Sensing supercurrents using geometric effects

TL;DR

This paper introduces a superconducting three-terminal device that uses geometric current crowding effects to sense supercurrents without disrupting the superconducting state, enabling non-invasive current measurement.

Contribution

The paper presents a novel Y-shaped superconducting device leveraging geometric effects for non-invasive supercurrent sensing, inspired by fluid flow systems.

Findings

The device can accurately sense supercurrents via critical current modulation.

Current crowding at the intersection enables local interaction without breaking superconductivity.

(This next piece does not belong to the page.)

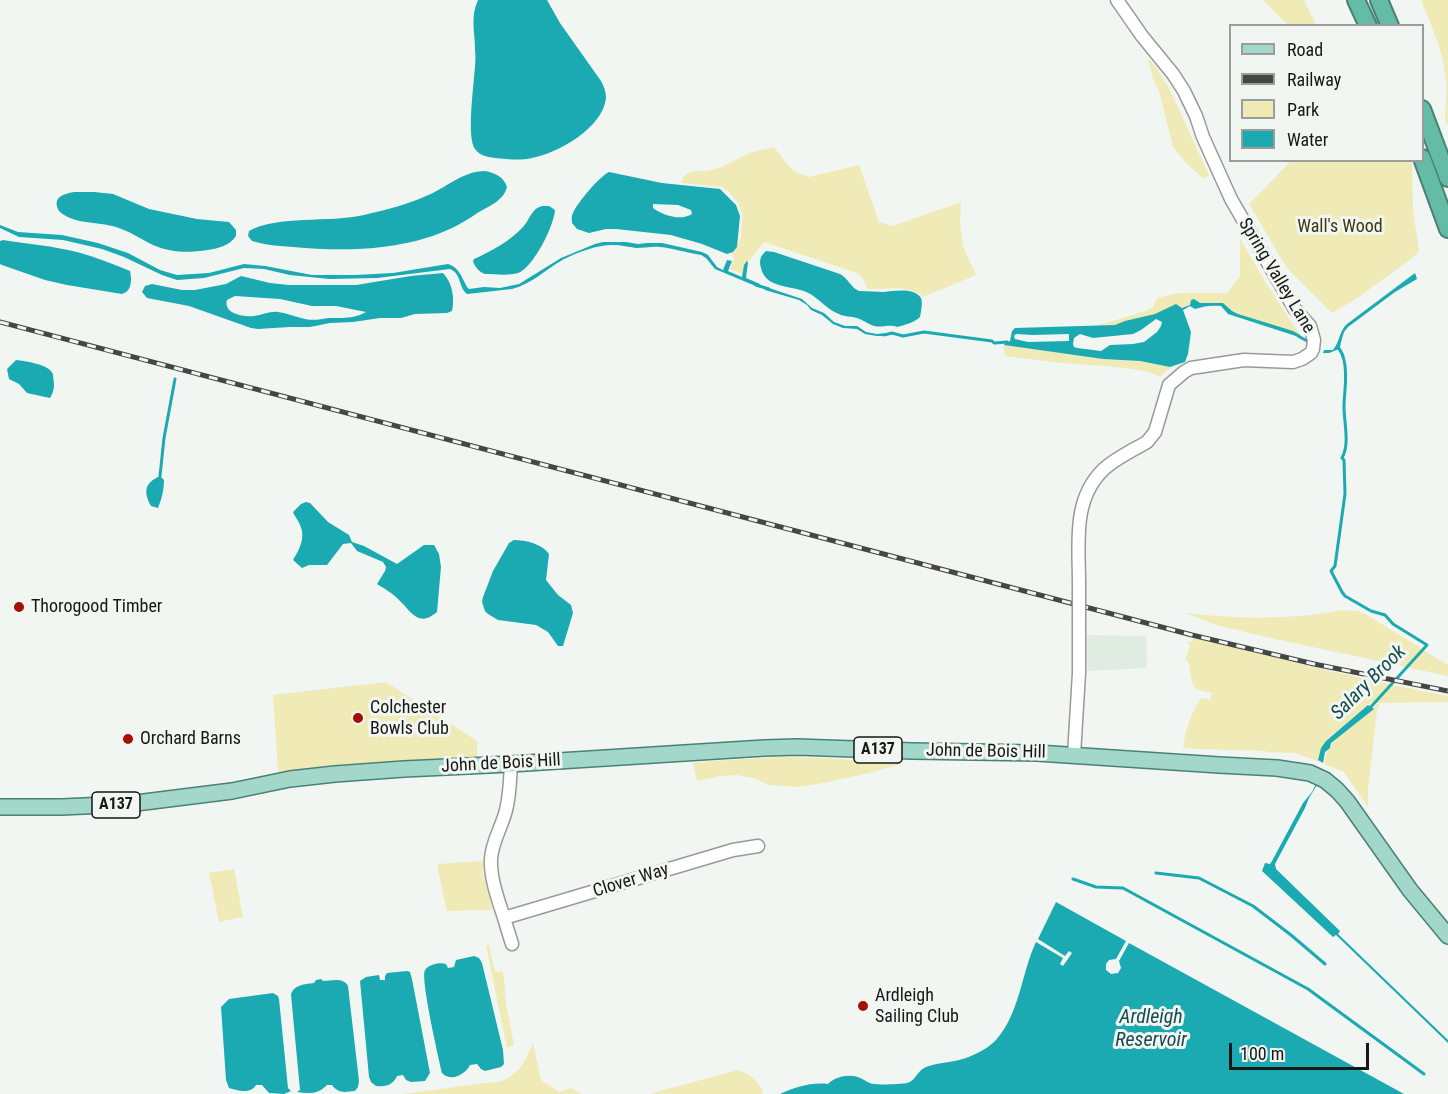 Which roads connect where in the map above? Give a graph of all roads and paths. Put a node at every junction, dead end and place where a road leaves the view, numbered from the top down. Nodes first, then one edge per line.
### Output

Potential for broad application in superconducting technologies.

Abstract

We describe a superconducting three-terminal device that uses a simple geometric effect known as current crowding to sense the flow of current and actuate a readout signal. The device consists of a "Y"-shaped current combiner, with two currents (sense and bias) entering through the top arms of the "Y", intersecting, and then exiting through the bottom leg of the "Y"'. This geometry--mixing two inputs at a sharp intersection point--takes its inspiration from Y-shaped combiners in fluid flow systems, where variations in the input pressures can produce at turbulence and mixing at the intersection. When current is added to or removed from one of the arms (the sense arm), the superconducting critical current in the other arm (the bias arm) is modulated. The current in the sense arm can thus be determined by measuring the critical current of the bias arm. The dependence of the bias critical current on the sense current is possible because current crowding causes the sense current to interact locally with the bias arm. Measurement of the critical current in the bias arm does not break the superconducting state of the sense arm or of the bottom leg, and thus the signal to be sensed is fully restored after the measurement process. This device thus has potential for broad applicability across superconducting technologies and materials.